### EXERCISE BRIEF:
Within the records that follow, find every line containing the string "name". Copy those lines.

Source data:
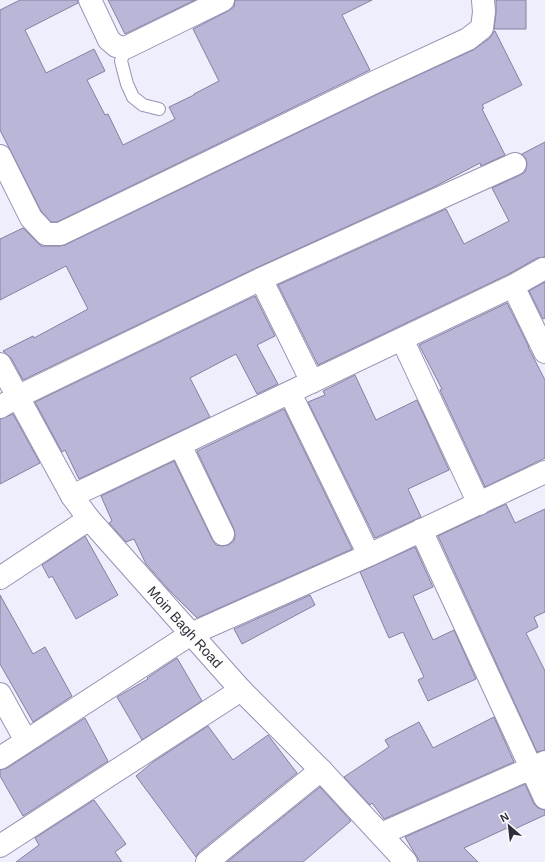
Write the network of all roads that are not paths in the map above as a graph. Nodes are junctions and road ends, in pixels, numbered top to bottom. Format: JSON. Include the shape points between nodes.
{"nodes":[{"id":1,"x":90,"y":0,"type":"edge"},
{"id":2,"x":223,"y":0,"type":"edge"},
{"id":3,"x":483,"y":0,"type":"edge"},
{"id":4,"x":124,"y":48,"type":"junction"},
{"id":5,"x":158,"y":109,"type":"dead end"},
{"id":6,"x":0,"y":156,"type":"edge"},
{"id":7,"x":516,"y":164,"type":"dead end"},
{"id":8,"x":543,"y":269,"type":"dead end"},
{"id":9,"x":261,"y":279,"type":"junction"},
{"id":10,"x":513,"y":286,"type":"junction"},
{"id":11,"x":402,"y":339,"type":"junction"},
{"id":12,"x":545,"y":352,"type":"edge"},
{"id":13,"x":0,"y":364,"type":"edge"},
{"id":14,"x":312,"y":382,"type":"junction"},
{"id":15,"x":290,"y":393,"type":"junction"},
{"id":16,"x":9,"y":402,"type":"edge"},
{"id":17,"x":180,"y":445,"type":"junction"},
{"id":18,"x":545,"y":472,"type":"edge"},
{"id":19,"x":72,"y":496,"type":"junction"},
{"id":20,"x":478,"y":504,"type":"junction"},
{"id":21,"x":90,"y":519,"type":"junction"},
{"id":22,"x":421,"y":530,"type":"junction"},
{"id":23,"x":223,"y":534,"type":"dead end"},
{"id":24,"x":369,"y":555,"type":"junction"},
{"id":25,"x":0,"y":578,"type":"edge"},
{"id":26,"x":191,"y":634,"type":"junction"},
{"id":27,"x":241,"y":690,"type":"junction"},
{"id":28,"x":0,"y":694,"type":"edge"},
{"id":29,"x":26,"y":741,"type":"junction"},
{"id":30,"x":0,"y":758,"type":"edge"},
{"id":31,"x":538,"y":765,"type":"edge"},
{"id":32,"x":321,"y":770,"type":"junction"},
{"id":33,"x":545,"y":798,"type":"edge"},
{"id":34,"x":381,"y":834,"type":"junction"},
{"id":35,"x":0,"y":846,"type":"edge"},
{"id":36,"x":207,"y":862,"type":"edge"},
{"id":37,"x":406,"y":862,"type":"edge"}],
"edges":[{"from":1,"to":4,"type":"street","via":[[109,40]]},
{"from":2,"to":4,"type":"street"},
{"from":3,"to":6,"type":"street","via":[[482,28],[468,39],[60,234],[46,234],[31,218]]},
{"from":4,"to":5,"type":"lane","via":[[121,61],[133,97],[143,105]]},
{"from":7,"to":9,"type":"street"},
{"from":8,"to":10,"type":"street"},
{"from":9,"to":14,"type":"street"},
{"from":9,"to":16,"type":"street"},
{"from":10,"to":11,"type":"street"},
{"from":10,"to":12,"type":"street"},
{"from":11,"to":14,"type":"street"},
{"from":11,"to":20,"type":"street"},
{"from":13,"to":16,"type":"street","name":"Moin Bagh Road"},
{"from":14,"to":15,"type":"street"},
{"from":15,"to":17,"type":"street"},
{"from":15,"to":24,"type":"street"},
{"from":16,"to":19,"type":"street","name":"Moin Bagh Road"},
{"from":17,"to":19,"type":"street"},
{"from":17,"to":23,"type":"street"},
{"from":18,"to":20,"type":"street"},
{"from":19,"to":21,"type":"street","name":"Moin Bagh Road"},
{"from":20,"to":22,"type":"street"},
{"from":21,"to":25,"type":"street"},
{"from":21,"to":26,"type":"street","name":"Moin Bagh Road"},
{"from":22,"to":24,"type":"street"},
{"from":22,"to":31,"type":"street"},
{"from":24,"to":26,"type":"street"},
{"from":26,"to":27,"type":"street","name":"Moin Bagh Road"},
{"from":26,"to":29,"type":"street"},
{"from":27,"to":32,"type":"street","name":"Moin Bagh Road"},
{"from":27,"to":35,"type":"street"},
{"from":28,"to":29,"type":"street"},
{"from":29,"to":30,"type":"street"},
{"from":31,"to":33,"type":"street"},
{"from":31,"to":34,"type":"street"},
{"from":32,"to":34,"type":"street","name":"Moin Bagh Road"},
{"from":32,"to":36,"type":"street"},
{"from":34,"to":37,"type":"street","name":"Moin Bagh Road"}]}
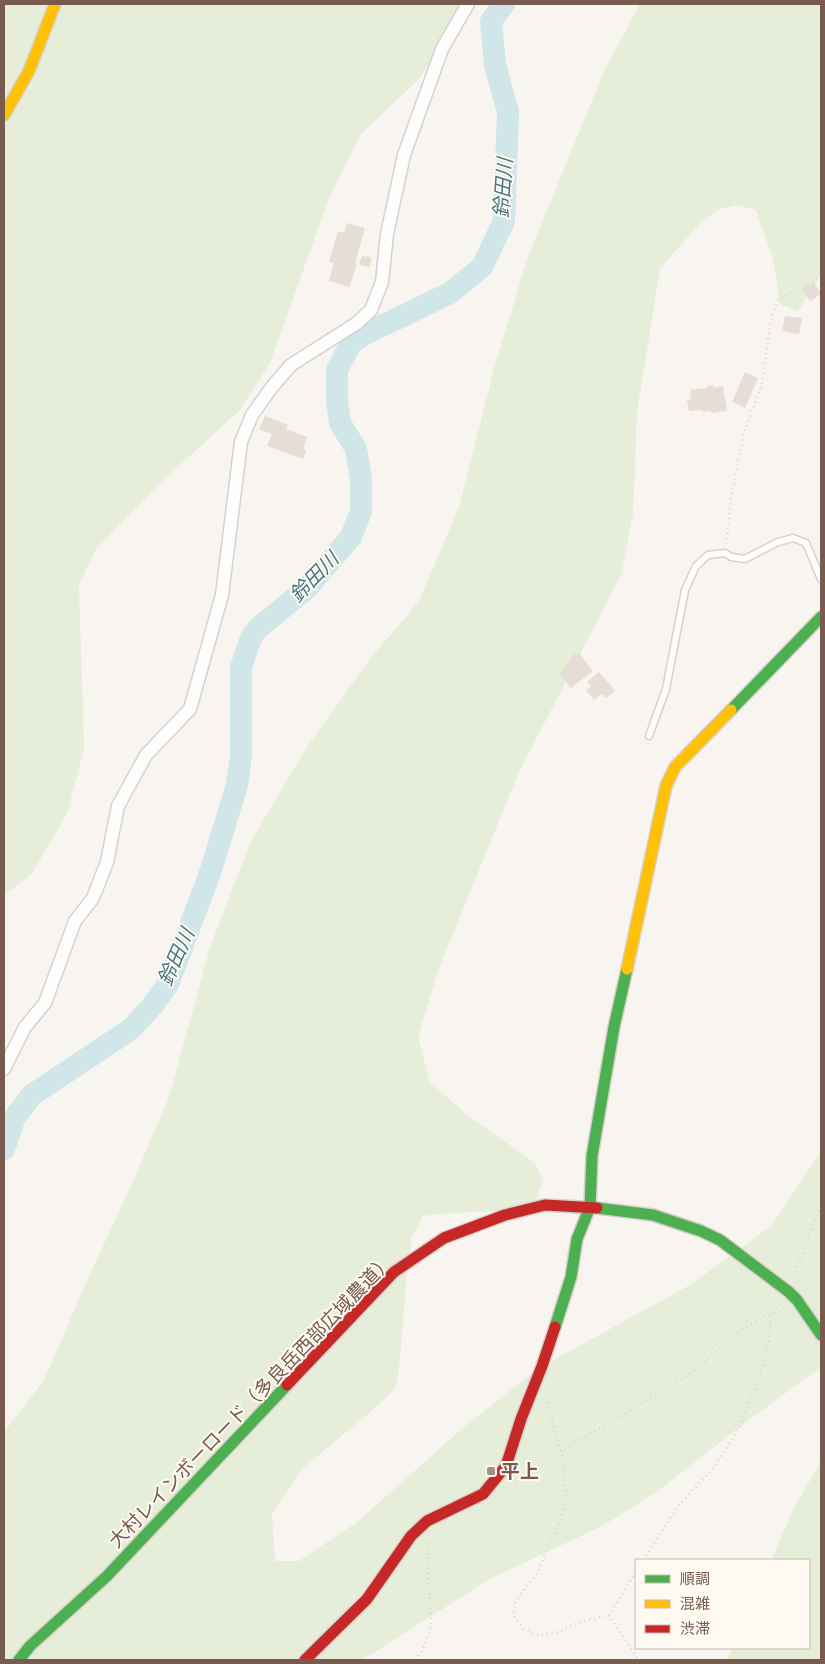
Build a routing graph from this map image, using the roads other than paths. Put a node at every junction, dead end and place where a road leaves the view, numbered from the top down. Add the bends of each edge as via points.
1 (55, 4) edge
2 (468, 4) edge
3 (4, 115) edge
4 (821, 579) edge
5 (821, 617) edge
6 (649, 736) dead end
7 (4, 1069) edge
8 (590, 1207) junction
9 (821, 1335) edge
10 (19, 1660) edge
11 (305, 1660) edge

1 - 3 street via 29,71
2 - 7 street via 442,49 404,155 387,234 382,282 371,310 357,323 291,365 252,415 242,442 222,594 190,709 146,755 118,806 107,862 93,898 75,921 45,1003 26,1028
4 - 6 lane via 806,543 793,538 745,559 725,553 708,555 696,566 685,590 666,689
5 - 8 street via 675,767 666,786 614,1027 592,1156
8 - 9 street, 大村レインボーロード（多良岳西部広域農道） via 653,1215 701,1231 727,1245 793,1296
8 - 10 street, 大村レインボーロード（多良岳西部広域農道） via 545,1205 505,1216 444,1238 394,1272 107,1576 30,1646
8 - 11 street via 578,1239 571,1277 506,1466 483,1494 426,1521 411,1536 367,1599

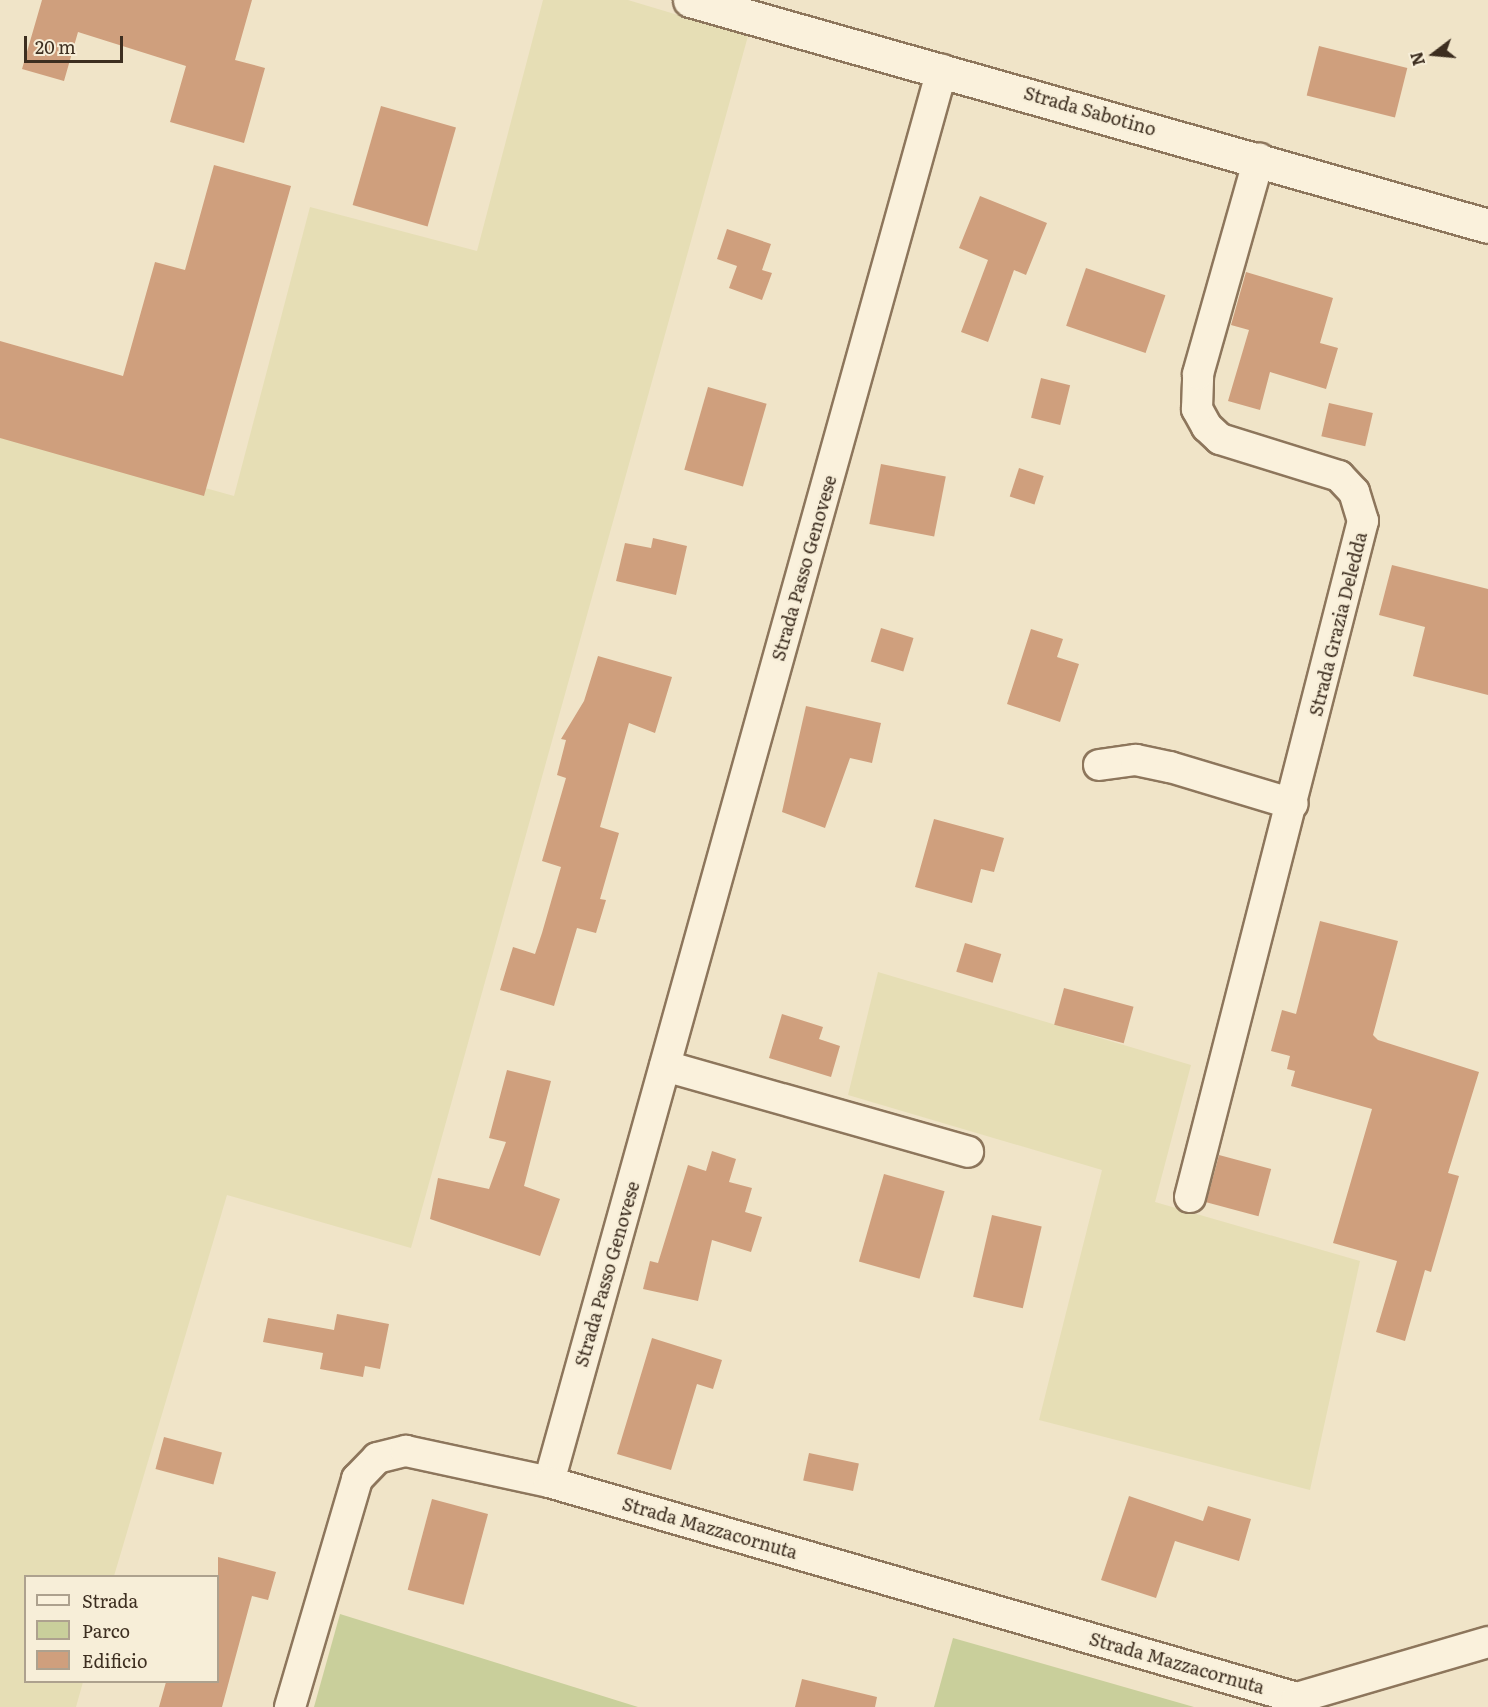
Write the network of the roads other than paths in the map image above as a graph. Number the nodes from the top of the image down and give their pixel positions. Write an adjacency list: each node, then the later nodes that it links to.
1 (690, 0): 2 (street, Strada Sabotino)
2 (942, 70): 3 (street, Strada Sabotino); 7 (street, Strada Passo Genovese)
3 (1260, 158): 4 (street, Strada Sabotino); 6 (street, Strada Grazia Deledda)
4 (1488, 226)
5 (1100, 765): 6 (street)
6 (1293, 804): 9 (street, Strada Grazia Deledda)
7 (665, 1066): 8 (street); 10 (street, Strada Passo Genovese)
8 (968, 1152)
9 (1190, 1197)
10 (549, 1482): 12 (street, Strada Mazzacornuta); 13 (street, Strada Mazzacornuta)
11 (1488, 1642): 12 (street, Strada Mazzacornuta)
12 (1295, 1702)
13 (291, 1707)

### EXERCISE RESPONSE:
{"from":13,"to":16,"type":"street","name":"Moin Bagh Road"},
{"from":16,"to":19,"type":"street","name":"Moin Bagh Road"},
{"from":19,"to":21,"type":"street","name":"Moin Bagh Road"},
{"from":21,"to":26,"type":"street","name":"Moin Bagh Road"},
{"from":26,"to":27,"type":"street","name":"Moin Bagh Road"},
{"from":27,"to":32,"type":"street","name":"Moin Bagh Road"},
{"from":32,"to":34,"type":"street","name":"Moin Bagh Road"},
{"from":34,"to":37,"type":"street","name":"Moin Bagh Road"}]}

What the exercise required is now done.